The researchers found that disabling the fructose mutarotase (FucM) gene in female mice causes them to avoid male advances and instead attempt to mate with other females, BMC Genetics reports.
Research leader Professor Chankyu Park and his team from the Korea Advanced Institute of Science and Technology, believe that disabling the gene exposes parts of the brain linked with sexual preference in adult life to additional oestrogen levels.
'The mutant female mouse underwent a slightly altered developmental program in the brain to resemble the male brain in terms of sexual preference', explained Professor Park.
The team showed that after forced mating with 'normal' males, the FucM females were fertile, but were not sexually receptive. The mutant female mice also lost interest in investigating male urine, unlike non-genetically altered females.
Professor Park speculated that 'these behavioural changes are likely to be related to a neurodevelopmental change in a pre-optic area of the female mutant brain, becoming similar to that of a normal male'.
In a normal female mouse fetus, additional oestrogen would be filtered out via a substance known as alpha-fetoprotein (AFP). However this only functions correctly when accompanied with fructose. Consequently, without the gene that makes the enzyme, AFP cannot regulate oestrogen levels.
Professor Park and his team are hoping to use screening studies to investigate the influence of gene deletion on human sexual orientation, although he admits this research may be 'very difficult', partly due to difficulties in finding a suitable number of volunteers.
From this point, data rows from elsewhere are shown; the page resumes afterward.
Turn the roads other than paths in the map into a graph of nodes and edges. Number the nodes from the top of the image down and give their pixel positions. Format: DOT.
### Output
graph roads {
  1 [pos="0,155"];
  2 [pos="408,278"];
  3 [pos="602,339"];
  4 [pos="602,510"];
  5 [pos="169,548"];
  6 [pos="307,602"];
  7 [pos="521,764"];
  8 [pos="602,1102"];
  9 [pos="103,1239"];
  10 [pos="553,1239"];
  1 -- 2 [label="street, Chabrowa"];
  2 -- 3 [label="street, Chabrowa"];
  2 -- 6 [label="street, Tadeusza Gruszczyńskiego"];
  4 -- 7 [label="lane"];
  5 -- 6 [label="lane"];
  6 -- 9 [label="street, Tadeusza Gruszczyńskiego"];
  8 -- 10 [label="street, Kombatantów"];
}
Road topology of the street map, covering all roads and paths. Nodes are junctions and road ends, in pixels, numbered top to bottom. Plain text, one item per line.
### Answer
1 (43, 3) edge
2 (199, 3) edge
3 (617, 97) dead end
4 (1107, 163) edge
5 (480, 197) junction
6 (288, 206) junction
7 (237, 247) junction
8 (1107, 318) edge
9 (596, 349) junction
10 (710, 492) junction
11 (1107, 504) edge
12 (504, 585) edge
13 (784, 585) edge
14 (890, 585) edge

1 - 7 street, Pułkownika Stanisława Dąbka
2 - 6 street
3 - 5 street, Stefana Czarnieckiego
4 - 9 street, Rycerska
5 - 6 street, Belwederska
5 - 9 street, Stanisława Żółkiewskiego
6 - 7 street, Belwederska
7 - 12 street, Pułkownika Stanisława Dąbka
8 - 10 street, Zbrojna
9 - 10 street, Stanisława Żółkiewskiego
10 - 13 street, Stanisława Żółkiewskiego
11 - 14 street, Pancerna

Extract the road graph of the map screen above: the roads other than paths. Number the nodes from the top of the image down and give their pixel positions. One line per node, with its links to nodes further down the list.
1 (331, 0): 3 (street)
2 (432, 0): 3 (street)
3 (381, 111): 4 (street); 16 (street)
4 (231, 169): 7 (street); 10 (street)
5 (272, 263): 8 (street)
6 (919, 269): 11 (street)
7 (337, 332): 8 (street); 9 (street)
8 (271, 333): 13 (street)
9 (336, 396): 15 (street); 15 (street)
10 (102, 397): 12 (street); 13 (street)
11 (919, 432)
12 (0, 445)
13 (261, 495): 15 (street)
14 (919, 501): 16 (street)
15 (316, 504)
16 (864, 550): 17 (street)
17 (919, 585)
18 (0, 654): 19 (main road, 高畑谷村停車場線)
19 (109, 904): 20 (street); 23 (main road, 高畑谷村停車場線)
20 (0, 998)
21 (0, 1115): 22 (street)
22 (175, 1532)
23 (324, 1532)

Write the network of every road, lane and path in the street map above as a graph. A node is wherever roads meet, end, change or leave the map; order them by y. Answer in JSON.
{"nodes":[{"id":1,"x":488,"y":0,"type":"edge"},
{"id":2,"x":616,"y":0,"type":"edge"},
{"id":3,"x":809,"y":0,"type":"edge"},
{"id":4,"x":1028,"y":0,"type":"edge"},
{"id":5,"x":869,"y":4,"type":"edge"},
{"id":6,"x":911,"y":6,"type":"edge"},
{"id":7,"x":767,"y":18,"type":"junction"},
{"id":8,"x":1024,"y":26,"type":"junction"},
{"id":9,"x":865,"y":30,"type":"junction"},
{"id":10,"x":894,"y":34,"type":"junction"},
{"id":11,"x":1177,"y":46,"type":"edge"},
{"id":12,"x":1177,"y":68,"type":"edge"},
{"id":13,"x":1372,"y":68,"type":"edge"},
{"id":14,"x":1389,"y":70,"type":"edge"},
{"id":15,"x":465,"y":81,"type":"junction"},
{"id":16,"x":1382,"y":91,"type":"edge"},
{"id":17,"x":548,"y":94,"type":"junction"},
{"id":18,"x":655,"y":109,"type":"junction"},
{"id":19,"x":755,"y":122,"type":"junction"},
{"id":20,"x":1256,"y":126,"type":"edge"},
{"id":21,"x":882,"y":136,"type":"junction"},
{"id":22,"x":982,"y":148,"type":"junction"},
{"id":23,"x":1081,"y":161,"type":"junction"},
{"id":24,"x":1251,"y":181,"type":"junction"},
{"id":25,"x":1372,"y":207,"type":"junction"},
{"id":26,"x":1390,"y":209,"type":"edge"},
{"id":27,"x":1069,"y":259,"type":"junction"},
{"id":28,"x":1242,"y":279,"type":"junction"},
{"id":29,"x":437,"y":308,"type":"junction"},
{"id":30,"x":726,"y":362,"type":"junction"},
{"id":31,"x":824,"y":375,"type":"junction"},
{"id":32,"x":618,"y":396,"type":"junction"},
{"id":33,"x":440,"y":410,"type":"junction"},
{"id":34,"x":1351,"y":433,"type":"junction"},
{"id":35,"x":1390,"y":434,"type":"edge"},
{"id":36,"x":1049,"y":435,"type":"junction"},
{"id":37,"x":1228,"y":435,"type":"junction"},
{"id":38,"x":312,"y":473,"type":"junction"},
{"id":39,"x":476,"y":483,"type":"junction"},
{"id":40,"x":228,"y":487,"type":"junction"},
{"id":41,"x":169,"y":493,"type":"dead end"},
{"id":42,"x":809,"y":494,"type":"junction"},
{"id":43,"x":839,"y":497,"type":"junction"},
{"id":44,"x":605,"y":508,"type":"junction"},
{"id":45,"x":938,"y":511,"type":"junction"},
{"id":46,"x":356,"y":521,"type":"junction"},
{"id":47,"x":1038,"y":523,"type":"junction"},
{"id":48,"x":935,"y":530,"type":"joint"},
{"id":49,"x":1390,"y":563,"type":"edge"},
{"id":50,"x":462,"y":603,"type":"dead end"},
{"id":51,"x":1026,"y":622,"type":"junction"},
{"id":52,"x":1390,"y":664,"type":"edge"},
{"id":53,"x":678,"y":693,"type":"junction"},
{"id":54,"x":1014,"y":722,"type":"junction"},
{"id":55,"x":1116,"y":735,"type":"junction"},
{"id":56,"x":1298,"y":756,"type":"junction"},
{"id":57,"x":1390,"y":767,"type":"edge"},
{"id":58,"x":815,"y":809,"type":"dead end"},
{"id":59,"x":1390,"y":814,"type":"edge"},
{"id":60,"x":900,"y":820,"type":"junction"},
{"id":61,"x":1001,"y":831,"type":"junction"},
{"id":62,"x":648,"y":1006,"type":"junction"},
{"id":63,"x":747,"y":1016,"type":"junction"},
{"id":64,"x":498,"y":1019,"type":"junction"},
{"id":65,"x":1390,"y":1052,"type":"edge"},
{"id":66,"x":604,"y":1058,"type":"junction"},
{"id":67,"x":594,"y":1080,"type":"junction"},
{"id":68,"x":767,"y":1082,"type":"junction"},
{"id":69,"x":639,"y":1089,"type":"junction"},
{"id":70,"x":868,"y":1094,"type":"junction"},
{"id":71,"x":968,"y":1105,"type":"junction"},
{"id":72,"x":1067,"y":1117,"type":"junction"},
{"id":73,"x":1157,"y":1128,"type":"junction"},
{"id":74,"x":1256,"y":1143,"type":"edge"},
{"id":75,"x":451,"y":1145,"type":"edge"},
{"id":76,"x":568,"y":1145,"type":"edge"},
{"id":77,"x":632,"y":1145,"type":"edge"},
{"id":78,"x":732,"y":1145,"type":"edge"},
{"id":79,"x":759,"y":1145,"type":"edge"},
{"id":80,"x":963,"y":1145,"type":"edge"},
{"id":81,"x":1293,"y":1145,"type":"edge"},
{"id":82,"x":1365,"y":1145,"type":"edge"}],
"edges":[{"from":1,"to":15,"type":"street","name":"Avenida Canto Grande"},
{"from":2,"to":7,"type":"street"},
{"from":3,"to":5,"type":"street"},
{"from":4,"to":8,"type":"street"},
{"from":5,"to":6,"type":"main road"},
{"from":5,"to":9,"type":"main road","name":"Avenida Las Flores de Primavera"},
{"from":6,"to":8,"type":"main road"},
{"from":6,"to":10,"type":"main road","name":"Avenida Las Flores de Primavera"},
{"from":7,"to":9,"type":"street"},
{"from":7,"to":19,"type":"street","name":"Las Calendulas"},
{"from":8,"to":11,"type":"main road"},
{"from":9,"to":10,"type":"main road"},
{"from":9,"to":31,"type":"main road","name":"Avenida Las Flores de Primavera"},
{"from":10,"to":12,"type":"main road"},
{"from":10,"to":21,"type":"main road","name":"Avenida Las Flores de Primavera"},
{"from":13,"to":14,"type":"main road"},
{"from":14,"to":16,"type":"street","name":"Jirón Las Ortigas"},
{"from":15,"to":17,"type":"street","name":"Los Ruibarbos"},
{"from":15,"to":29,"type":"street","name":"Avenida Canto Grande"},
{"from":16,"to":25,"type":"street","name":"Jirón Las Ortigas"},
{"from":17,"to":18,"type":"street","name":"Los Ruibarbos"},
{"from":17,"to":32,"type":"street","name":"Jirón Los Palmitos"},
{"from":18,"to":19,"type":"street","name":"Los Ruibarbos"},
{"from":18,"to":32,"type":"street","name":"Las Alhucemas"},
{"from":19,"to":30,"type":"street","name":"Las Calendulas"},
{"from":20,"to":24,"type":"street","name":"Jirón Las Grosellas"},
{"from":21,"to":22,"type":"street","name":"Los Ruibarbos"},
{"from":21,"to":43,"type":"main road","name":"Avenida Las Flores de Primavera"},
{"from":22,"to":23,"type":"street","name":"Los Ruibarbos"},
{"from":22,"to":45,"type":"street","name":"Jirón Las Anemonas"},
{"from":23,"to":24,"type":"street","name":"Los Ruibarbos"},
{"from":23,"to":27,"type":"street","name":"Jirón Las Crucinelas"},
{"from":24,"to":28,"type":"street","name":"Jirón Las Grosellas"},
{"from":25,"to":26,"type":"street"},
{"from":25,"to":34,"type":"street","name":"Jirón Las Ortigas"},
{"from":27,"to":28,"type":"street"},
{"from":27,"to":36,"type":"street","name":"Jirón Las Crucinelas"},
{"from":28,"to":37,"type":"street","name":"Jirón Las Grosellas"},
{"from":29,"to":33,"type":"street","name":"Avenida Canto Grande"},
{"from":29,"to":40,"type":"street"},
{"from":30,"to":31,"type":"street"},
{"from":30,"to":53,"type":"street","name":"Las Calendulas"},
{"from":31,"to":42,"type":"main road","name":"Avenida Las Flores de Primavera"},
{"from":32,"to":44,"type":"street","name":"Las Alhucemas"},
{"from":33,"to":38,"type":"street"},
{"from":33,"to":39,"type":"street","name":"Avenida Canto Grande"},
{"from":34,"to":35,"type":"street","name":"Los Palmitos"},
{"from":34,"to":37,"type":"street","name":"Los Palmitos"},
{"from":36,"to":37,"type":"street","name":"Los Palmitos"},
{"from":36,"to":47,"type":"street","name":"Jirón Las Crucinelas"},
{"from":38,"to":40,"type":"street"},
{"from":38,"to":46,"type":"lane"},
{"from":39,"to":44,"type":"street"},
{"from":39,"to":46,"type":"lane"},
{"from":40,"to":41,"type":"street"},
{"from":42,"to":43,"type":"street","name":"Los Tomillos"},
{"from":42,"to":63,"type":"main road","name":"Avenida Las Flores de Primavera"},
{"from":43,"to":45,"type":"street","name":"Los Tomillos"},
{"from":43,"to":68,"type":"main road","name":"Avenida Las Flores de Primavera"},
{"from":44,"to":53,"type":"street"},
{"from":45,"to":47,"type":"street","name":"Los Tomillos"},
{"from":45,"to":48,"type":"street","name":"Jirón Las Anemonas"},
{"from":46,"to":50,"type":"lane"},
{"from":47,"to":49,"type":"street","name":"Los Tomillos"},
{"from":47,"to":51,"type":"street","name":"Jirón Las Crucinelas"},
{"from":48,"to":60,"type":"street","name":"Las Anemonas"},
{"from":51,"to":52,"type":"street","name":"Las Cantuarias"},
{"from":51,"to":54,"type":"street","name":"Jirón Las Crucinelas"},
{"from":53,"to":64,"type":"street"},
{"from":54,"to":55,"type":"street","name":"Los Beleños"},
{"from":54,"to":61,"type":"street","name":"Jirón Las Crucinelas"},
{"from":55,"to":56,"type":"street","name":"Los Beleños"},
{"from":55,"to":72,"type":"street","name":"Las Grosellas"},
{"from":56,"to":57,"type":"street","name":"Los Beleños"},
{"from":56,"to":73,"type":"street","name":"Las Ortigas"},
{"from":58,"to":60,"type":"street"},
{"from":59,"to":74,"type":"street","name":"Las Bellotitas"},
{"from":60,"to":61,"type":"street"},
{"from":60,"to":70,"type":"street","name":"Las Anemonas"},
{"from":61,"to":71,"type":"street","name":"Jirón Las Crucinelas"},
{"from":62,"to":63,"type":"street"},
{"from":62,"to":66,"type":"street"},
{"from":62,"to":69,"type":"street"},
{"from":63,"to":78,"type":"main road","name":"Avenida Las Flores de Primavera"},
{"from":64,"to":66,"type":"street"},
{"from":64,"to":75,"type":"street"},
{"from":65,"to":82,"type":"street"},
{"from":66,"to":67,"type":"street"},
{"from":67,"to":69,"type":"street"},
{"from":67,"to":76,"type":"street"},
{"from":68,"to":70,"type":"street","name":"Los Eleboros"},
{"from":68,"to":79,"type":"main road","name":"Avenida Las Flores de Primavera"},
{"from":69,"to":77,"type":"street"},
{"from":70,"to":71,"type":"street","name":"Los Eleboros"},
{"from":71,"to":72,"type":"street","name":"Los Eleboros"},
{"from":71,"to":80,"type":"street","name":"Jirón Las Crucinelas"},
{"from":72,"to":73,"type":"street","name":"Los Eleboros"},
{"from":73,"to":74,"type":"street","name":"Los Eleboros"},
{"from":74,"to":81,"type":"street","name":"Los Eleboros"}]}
Dr Simon LeVey, lecturer in the origins of sexuality from Stanford University, says the study is not directly relevant to the subject of human sexual preference. As he explains, it is testosterone not oestrogen that masculinises the human brain and human AFP doesn't prevent oestrogen from entering the brain as it does in mice.
'Nevertheless, it is probably only a matter of time before molecular geneticists identify genes that influence sexual orientation in humans', says Dr LeVay.